Work task: Every record below should be printed again exactly, with its pictures removed.

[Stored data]
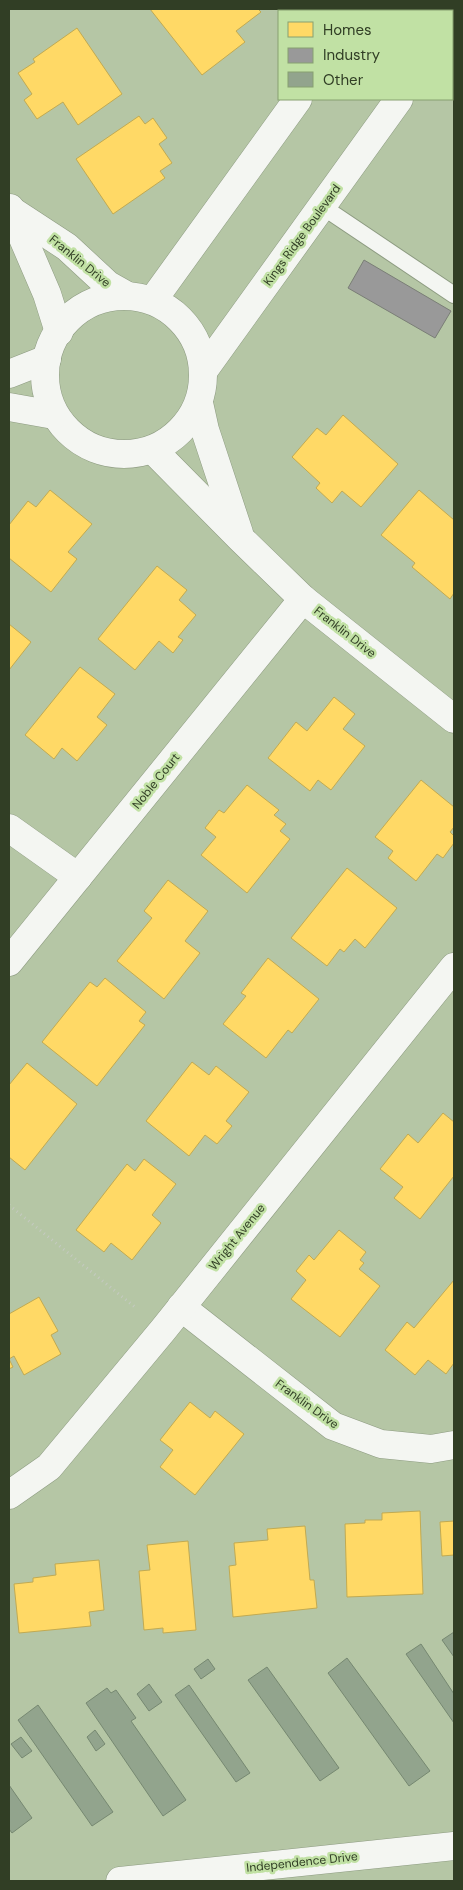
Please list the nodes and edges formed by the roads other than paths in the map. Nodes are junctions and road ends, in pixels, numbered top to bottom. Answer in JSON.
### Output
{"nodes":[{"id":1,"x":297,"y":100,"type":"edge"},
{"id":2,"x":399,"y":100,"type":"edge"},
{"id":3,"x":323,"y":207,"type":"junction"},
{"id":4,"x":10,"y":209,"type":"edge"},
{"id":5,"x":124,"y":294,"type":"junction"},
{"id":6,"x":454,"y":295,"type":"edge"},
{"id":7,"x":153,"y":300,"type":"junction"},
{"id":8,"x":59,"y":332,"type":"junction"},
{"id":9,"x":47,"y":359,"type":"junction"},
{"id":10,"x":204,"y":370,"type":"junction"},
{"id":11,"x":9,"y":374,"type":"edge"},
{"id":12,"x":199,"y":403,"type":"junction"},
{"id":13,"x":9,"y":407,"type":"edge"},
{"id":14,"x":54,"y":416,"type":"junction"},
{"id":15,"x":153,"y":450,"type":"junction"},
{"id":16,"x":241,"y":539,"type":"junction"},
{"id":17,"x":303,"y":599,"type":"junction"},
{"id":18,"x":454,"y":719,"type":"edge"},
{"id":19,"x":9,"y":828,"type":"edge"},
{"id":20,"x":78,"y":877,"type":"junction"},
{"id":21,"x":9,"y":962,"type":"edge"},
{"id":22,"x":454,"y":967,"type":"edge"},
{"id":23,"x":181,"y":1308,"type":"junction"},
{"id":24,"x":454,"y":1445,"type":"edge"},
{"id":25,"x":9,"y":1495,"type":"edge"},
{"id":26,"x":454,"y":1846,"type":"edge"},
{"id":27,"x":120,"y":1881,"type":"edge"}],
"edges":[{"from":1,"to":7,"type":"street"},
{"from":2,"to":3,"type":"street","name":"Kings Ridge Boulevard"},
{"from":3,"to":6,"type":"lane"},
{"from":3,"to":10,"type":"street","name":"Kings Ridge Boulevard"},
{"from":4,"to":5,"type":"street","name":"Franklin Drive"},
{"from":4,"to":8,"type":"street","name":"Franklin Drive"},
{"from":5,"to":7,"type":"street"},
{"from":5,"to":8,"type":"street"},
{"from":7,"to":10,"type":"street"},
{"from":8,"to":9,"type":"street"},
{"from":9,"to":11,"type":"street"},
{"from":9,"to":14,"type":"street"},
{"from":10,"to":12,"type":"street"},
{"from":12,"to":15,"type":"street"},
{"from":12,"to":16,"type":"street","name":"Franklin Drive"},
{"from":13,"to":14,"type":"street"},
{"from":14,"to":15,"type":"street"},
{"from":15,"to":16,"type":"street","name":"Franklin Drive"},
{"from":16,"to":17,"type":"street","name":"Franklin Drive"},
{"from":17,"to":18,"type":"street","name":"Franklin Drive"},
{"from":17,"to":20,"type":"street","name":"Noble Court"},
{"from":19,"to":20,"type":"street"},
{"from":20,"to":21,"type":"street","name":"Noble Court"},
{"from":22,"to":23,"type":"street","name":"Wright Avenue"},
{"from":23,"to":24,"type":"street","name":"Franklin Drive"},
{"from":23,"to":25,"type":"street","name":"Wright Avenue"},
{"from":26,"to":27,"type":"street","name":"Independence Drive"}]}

Response box:
Please list the nodes and edges formed by the roads other than paths in the map. Nodes are junctions and road ends, in pixels, numbered top to bottom. Answer in JSON.
### Output
{"nodes":[{"id":1,"x":297,"y":100,"type":"edge"},
{"id":2,"x":399,"y":100,"type":"edge"},
{"id":3,"x":323,"y":207,"type":"junction"},
{"id":4,"x":10,"y":209,"type":"edge"},
{"id":5,"x":124,"y":294,"type":"junction"},
{"id":6,"x":454,"y":295,"type":"edge"},
{"id":7,"x":153,"y":300,"type":"junction"},
{"id":8,"x":59,"y":332,"type":"junction"},
{"id":9,"x":47,"y":359,"type":"junction"},
{"id":10,"x":204,"y":370,"type":"junction"},
{"id":11,"x":9,"y":374,"type":"edge"},
{"id":12,"x":199,"y":403,"type":"junction"},
{"id":13,"x":9,"y":407,"type":"edge"},
{"id":14,"x":54,"y":416,"type":"junction"},
{"id":15,"x":153,"y":450,"type":"junction"},
{"id":16,"x":241,"y":539,"type":"junction"},
{"id":17,"x":303,"y":599,"type":"junction"},
{"id":18,"x":454,"y":719,"type":"edge"},
{"id":19,"x":9,"y":828,"type":"edge"},
{"id":20,"x":78,"y":877,"type":"junction"},
{"id":21,"x":9,"y":962,"type":"edge"},
{"id":22,"x":454,"y":967,"type":"edge"},
{"id":23,"x":181,"y":1308,"type":"junction"},
{"id":24,"x":454,"y":1445,"type":"edge"},
{"id":25,"x":9,"y":1495,"type":"edge"},
{"id":26,"x":454,"y":1846,"type":"edge"},
{"id":27,"x":120,"y":1881,"type":"edge"}],
"edges":[{"from":1,"to":7,"type":"street"},
{"from":2,"to":3,"type":"street","name":"Kings Ridge Boulevard"},
{"from":3,"to":6,"type":"lane"},
{"from":3,"to":10,"type":"street","name":"Kings Ridge Boulevard"},
{"from":4,"to":5,"type":"street","name":"Franklin Drive"},
{"from":4,"to":8,"type":"street","name":"Franklin Drive"},
{"from":5,"to":7,"type":"street"},
{"from":5,"to":8,"type":"street"},
{"from":7,"to":10,"type":"street"},
{"from":8,"to":9,"type":"street"},
{"from":9,"to":11,"type":"street"},
{"from":9,"to":14,"type":"street"},
{"from":10,"to":12,"type":"street"},
{"from":12,"to":15,"type":"street"},
{"from":12,"to":16,"type":"street","name":"Franklin Drive"},
{"from":13,"to":14,"type":"street"},
{"from":14,"to":15,"type":"street"},
{"from":15,"to":16,"type":"street","name":"Franklin Drive"},
{"from":16,"to":17,"type":"street","name":"Franklin Drive"},
{"from":17,"to":18,"type":"street","name":"Franklin Drive"},
{"from":17,"to":20,"type":"street","name":"Noble Court"},
{"from":19,"to":20,"type":"street"},
{"from":20,"to":21,"type":"street","name":"Noble Court"},
{"from":22,"to":23,"type":"street","name":"Wright Avenue"},
{"from":23,"to":24,"type":"street","name":"Franklin Drive"},
{"from":23,"to":25,"type":"street","name":"Wright Avenue"},
{"from":26,"to":27,"type":"street","name":"Independence Drive"}]}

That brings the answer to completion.